SEO understanding level – Basic to Medium
There have been a significant number of recent updates within the world of SEO web crawling software.
Of particular note, Screaming Frog released the latest version of their crawling software – updated to incorporate a fresher, more visual appearance.
Deepcrawl, another well-known crawling software company, who received a significant amount of funding in August, demonstrated that this type of software is being taken seriously by the rigors of Venture Capital.
Recently, we’ve been contacted by a number of other, lesser-known/up-and-coming crawling software companies, either announcing that the Beta version of their tool is available to try, or to suggest signing up and downloading their software.
Overall, web crawling software for SEO seems to be an increasingly competitive space, with each company doing everything they can to secure valuable business.
Each web crawler has its own merits, with each serving a slightly different product.
In light of this, we’ve decided to have a more in depth look at web crawling, including what it actually is, and how this type of software can be so valuable when conducting an SEO campaign.
What is web crawling?
Crawling is the process of discovering individual resources, URLs, websites and the whole (hyperlinked) internet in an automated and methodical process.
This process is carried out by a web crawler, bot or spider.
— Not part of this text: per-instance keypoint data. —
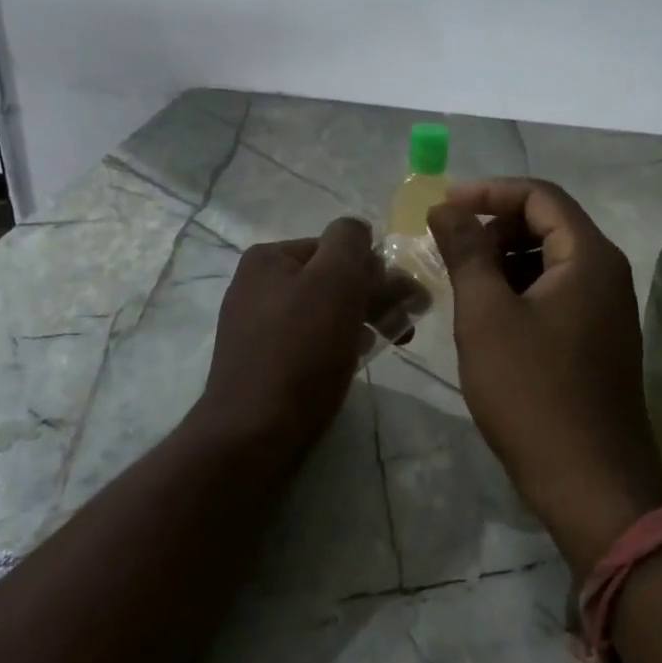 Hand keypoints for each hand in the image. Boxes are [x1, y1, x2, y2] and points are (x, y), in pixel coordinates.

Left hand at [196, 218, 383, 460]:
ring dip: (360, 319)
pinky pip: (308, 339)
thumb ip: (350, 242)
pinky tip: (355, 359)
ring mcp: (255, 324)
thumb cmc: (301, 351)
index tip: (405, 299)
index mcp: (268, 258)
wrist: (254, 432)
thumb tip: (357, 230)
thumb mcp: (335, 281)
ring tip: (389, 341)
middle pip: (329, 278)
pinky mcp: (261, 360)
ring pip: (322, 310)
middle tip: (407, 324)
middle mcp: (255, 284)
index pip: (336, 246)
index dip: (374, 269)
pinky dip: (336, 343)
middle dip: (373, 296)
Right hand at [429, 180, 661, 571]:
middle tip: (445, 247)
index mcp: (588, 257)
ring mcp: (604, 310)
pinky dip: (517, 290)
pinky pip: (553, 294)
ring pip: (548, 262)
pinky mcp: (595, 340)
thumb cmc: (532, 392)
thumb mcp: (486, 316)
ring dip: (502, 260)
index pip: (540, 196)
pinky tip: (484, 315)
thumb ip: (466, 252)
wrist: (589, 482)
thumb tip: (445, 208)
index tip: (442, 207)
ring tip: (458, 280)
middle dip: (493, 226)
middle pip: (547, 224)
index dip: (488, 192)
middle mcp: (605, 274)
GoogleBot for example is an incredibly powerful crawler, able to crawl and index the roughly one billion websites on the word wide web. Their ability to discover this data means that, when you perform a Google search, results are able to be returned from this web crawl. The actual results you see displayed however are delivered via a serving tree sitting atop an index.
What does an SEO web crawler actually do?
Using web crawling software for SEO is a way of troubleshooting, and effectively emulating what crawlers such as Googlebot may discover when visiting your website. This allows you to find and fix errors with the technical structure of your site, as well identify a whole variety of other technical issues. These may include issues with your canonical setup, duplicate/missing meta data or ‘thin content’ by way of low word count.
If you use a crawler such as Screaming Frog, Deepcrawl or Sitebulb, you will need to provide it with a list of URLs, or a singular start point (such as the site homepage, or a specific page entry such as a product page). The software then follows each and every link that it finds on that page (and subsequent pages), until there are no more unique URLs to follow.
These results are usually then displayed via the tool interface, highlighting any issues and errors, as well as providing an insight into the general structure of your website.
How do SEO web crawlers work?
Starting with a single URL, crawling software scans through the source code of that page and looks for links to other URLs within that code. It then adds these links to an overall database/list that is stored locally, on whatever machine is being used to crawl.
The crawler then goes back to that database, identifying which URLs have been crawled already, and then crawls the URLs that have not yet been crawled.
This process continues until there are no more unique URLs remaining.
When the crawler attempts to visit a certain URL, a request is made to the server where the URL is based (in the same way as when you visit a page from the internet). This request asks the server:
- If that particular crawler is ‘allowed’ to see the requested URL (by following robots.txt directives)
- Whether that URL exists at the requested location
- What language the page is requested in
- For other areas of importance
This header is submitted with every page that is requested:
The server then generates a “Header Response” which provides the crawler with all of the information it has requested. In some instances the server may not allow the requested page to be crawled; in these instances a 5xx server code will be returned, along with a reason why that URL could not be crawled.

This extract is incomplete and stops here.